> What is needed
Reproduce each line below with no alterations.

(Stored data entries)
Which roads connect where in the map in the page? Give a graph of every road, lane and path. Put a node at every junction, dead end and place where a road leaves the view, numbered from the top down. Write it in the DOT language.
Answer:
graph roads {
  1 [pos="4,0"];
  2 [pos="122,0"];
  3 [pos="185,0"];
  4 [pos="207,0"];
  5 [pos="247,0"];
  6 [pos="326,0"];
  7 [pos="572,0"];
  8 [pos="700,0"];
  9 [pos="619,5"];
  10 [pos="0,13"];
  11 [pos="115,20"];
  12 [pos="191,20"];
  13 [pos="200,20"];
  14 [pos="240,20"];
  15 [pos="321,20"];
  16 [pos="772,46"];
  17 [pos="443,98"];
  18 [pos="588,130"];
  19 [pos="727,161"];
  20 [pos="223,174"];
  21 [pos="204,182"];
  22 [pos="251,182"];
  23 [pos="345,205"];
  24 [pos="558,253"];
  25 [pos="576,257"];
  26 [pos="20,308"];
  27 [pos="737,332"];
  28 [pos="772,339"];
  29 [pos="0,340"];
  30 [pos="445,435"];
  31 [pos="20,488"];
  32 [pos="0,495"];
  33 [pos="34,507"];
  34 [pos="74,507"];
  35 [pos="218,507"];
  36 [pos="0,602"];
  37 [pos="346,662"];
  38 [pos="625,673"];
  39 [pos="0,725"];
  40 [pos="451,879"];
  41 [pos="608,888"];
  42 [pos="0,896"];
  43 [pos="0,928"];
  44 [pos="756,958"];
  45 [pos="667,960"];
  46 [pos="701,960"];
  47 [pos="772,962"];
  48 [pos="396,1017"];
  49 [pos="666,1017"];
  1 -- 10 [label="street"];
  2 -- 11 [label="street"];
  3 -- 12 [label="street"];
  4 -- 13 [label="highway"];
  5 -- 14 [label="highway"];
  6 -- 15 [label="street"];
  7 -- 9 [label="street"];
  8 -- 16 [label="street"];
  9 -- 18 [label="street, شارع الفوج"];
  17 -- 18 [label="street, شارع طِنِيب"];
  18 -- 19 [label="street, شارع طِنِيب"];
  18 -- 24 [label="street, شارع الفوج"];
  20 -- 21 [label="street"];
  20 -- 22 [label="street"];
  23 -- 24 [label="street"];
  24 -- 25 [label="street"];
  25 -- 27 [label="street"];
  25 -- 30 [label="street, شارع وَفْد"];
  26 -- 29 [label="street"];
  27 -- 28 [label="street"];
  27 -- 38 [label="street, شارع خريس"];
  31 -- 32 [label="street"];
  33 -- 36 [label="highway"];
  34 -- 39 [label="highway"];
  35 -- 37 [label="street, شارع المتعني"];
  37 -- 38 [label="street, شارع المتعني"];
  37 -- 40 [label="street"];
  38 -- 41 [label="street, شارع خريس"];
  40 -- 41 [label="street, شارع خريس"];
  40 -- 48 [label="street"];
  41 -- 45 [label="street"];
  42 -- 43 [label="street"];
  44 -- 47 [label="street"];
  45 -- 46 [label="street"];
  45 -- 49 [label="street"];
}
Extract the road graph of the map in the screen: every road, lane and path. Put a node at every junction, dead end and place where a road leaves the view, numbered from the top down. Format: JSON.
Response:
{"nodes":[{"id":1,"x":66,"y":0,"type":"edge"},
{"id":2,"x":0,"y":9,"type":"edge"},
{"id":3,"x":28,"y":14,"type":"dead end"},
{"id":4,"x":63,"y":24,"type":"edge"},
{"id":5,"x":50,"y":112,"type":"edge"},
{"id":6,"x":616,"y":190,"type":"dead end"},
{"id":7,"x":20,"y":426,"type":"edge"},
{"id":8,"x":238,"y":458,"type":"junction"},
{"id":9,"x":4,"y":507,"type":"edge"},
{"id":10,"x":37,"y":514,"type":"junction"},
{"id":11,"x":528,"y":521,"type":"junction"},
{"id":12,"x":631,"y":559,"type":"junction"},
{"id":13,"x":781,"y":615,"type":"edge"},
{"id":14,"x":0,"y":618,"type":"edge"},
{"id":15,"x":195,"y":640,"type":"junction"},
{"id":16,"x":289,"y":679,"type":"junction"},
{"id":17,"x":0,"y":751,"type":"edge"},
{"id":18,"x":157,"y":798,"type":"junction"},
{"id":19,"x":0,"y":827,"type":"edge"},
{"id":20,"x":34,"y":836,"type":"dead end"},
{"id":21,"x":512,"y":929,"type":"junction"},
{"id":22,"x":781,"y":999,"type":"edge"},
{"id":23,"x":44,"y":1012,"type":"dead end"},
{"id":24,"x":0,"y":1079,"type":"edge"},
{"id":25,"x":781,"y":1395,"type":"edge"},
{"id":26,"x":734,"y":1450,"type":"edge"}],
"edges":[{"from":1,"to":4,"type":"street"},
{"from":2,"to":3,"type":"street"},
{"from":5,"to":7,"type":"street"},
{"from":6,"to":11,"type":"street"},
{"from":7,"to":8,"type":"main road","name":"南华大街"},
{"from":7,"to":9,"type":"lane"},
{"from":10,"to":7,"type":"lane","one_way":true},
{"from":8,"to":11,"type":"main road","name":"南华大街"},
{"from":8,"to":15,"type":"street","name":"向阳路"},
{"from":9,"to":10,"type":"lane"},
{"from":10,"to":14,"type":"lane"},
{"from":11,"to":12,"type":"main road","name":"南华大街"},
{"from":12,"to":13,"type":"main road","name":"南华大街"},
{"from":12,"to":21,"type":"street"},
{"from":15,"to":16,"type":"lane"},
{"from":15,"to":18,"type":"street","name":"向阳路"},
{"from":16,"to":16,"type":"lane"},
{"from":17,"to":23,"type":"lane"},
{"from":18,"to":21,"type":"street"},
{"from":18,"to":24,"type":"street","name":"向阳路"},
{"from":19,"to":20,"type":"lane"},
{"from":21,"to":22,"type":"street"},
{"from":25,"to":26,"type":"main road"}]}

> Response box
Which roads connect where in the map in the page? Give a graph of every road, lane and path. Put a node at every junction, dead end and place where a road leaves the view, numbered from the top down. Write it in the DOT language.
Answer:
graph roads {
  1 [pos="4,0"];
  2 [pos="122,0"];
  3 [pos="185,0"];
  4 [pos="207,0"];
  5 [pos="247,0"];
  6 [pos="326,0"];
  7 [pos="572,0"];
  8 [pos="700,0"];
  9 [pos="619,5"];
  10 [pos="0,13"];
  11 [pos="115,20"];
  12 [pos="191,20"];
  13 [pos="200,20"];
  14 [pos="240,20"];
  15 [pos="321,20"];
  16 [pos="772,46"];
  17 [pos="443,98"];
  18 [pos="588,130"];
  19 [pos="727,161"];
  20 [pos="223,174"];
  21 [pos="204,182"];
  22 [pos="251,182"];
  23 [pos="345,205"];
  24 [pos="558,253"];
  25 [pos="576,257"];
  26 [pos="20,308"];
  27 [pos="737,332"];
  28 [pos="772,339"];
  29 [pos="0,340"];
  30 [pos="445,435"];
  31 [pos="20,488"];
  32 [pos="0,495"];
  33 [pos="34,507"];
  34 [pos="74,507"];
  35 [pos="218,507"];
  36 [pos="0,602"];
  37 [pos="346,662"];
  38 [pos="625,673"];
  39 [pos="0,725"];
  40 [pos="451,879"];
  41 [pos="608,888"];
  42 [pos="0,896"];
  43 [pos="0,928"];
  44 [pos="756,958"];
  45 [pos="667,960"];
  46 [pos="701,960"];
  47 [pos="772,962"];
  48 [pos="396,1017"];
  49 [pos="666,1017"];
  1 -- 10 [label="street"];
  2 -- 11 [label="street"];
  3 -- 12 [label="street"];
  4 -- 13 [label="highway"];
  5 -- 14 [label="highway"];
  6 -- 15 [label="street"];
  7 -- 9 [label="street"];
  8 -- 16 [label="street"];
  9 -- 18 [label="street, شارع الفوج"];
  17 -- 18 [label="street, شارع طِنِيب"];
  18 -- 19 [label="street, شارع طِنِيب"];
  18 -- 24 [label="street, شارع الفوج"];
  20 -- 21 [label="street"];
  20 -- 22 [label="street"];
  23 -- 24 [label="street"];
  24 -- 25 [label="street"];
  25 -- 27 [label="street"];
  25 -- 30 [label="street, شارع وَفْد"];
  26 -- 29 [label="street"];
  27 -- 28 [label="street"];
  27 -- 38 [label="street, شارع خريس"];
  31 -- 32 [label="street"];
  33 -- 36 [label="highway"];
  34 -- 39 [label="highway"];
  35 -- 37 [label="street, شارع المتعني"];
  37 -- 38 [label="street, شارع المتعني"];
  37 -- 40 [label="street"];
  38 -- 41 [label="street, شارع خريس"];
  40 -- 41 [label="street, شارع خريس"];
  40 -- 48 [label="street"];
  41 -- 45 [label="street"];
  42 -- 43 [label="street"];
  44 -- 47 [label="street"];
  45 -- 46 [label="street"];
  45 -- 49 [label="street"];
}
Extract the road graph of the map in the screen: every road, lane and path. Put a node at every junction, dead end and place where a road leaves the view, numbered from the top down. Format: JSON.
Response:
{"nodes":[{"id":1,"x":66,"y":0,"type":"edge"},
{"id":2,"x":0,"y":9,"type":"edge"},
{"id":3,"x":28,"y":14,"type":"dead end"},
{"id":4,"x":63,"y":24,"type":"edge"},
{"id":5,"x":50,"y":112,"type":"edge"},
{"id":6,"x":616,"y":190,"type":"dead end"},
{"id":7,"x":20,"y":426,"type":"edge"},
{"id":8,"x":238,"y":458,"type":"junction"},
{"id":9,"x":4,"y":507,"type":"edge"},
{"id":10,"x":37,"y":514,"type":"junction"},
{"id":11,"x":528,"y":521,"type":"junction"},
{"id":12,"x":631,"y":559,"type":"junction"},
{"id":13,"x":781,"y":615,"type":"edge"},
{"id":14,"x":0,"y":618,"type":"edge"},
{"id":15,"x":195,"y":640,"type":"junction"},
{"id":16,"x":289,"y":679,"type":"junction"},
{"id":17,"x":0,"y":751,"type":"edge"},
{"id":18,"x":157,"y":798,"type":"junction"},
{"id":19,"x":0,"y":827,"type":"edge"},
{"id":20,"x":34,"y":836,"type":"dead end"},
{"id":21,"x":512,"y":929,"type":"junction"},
{"id":22,"x":781,"y":999,"type":"edge"},
{"id":23,"x":44,"y":1012,"type":"dead end"},
{"id":24,"x":0,"y":1079,"type":"edge"},
{"id":25,"x":781,"y":1395,"type":"edge"},
{"id":26,"x":734,"y":1450,"type":"edge"}],
"edges":[{"from":1,"to":4,"type":"street"},
{"from":2,"to":3,"type":"street"},
{"from":5,"to":7,"type":"street"},
{"from":6,"to":11,"type":"street"},
{"from":7,"to":8,"type":"main road","name":"南华大街"},
{"from":7,"to":9,"type":"lane"},
{"from":10,"to":7,"type":"lane","one_way":true},
{"from":8,"to":11,"type":"main road","name":"南华大街"},
{"from":8,"to":15,"type":"street","name":"向阳路"},
{"from":9,"to":10,"type":"lane"},
{"from":10,"to":14,"type":"lane"},
{"from":11,"to":12,"type":"main road","name":"南华大街"},
{"from":12,"to":13,"type":"main road","name":"南华大街"},
{"from":12,"to":21,"type":"street"},
{"from":15,"to":16,"type":"lane"},
{"from":15,"to":18,"type":"street","name":"向阳路"},
{"from":16,"to":16,"type":"lane"},
{"from":17,"to":23,"type":"lane"},
{"from":18,"to":21,"type":"street"},
{"from":18,"to":24,"type":"street","name":"向阳路"},
{"from":19,"to":20,"type":"lane"},
{"from":21,"to":22,"type":"street"},
{"from":25,"to":26,"type":"main road"}]}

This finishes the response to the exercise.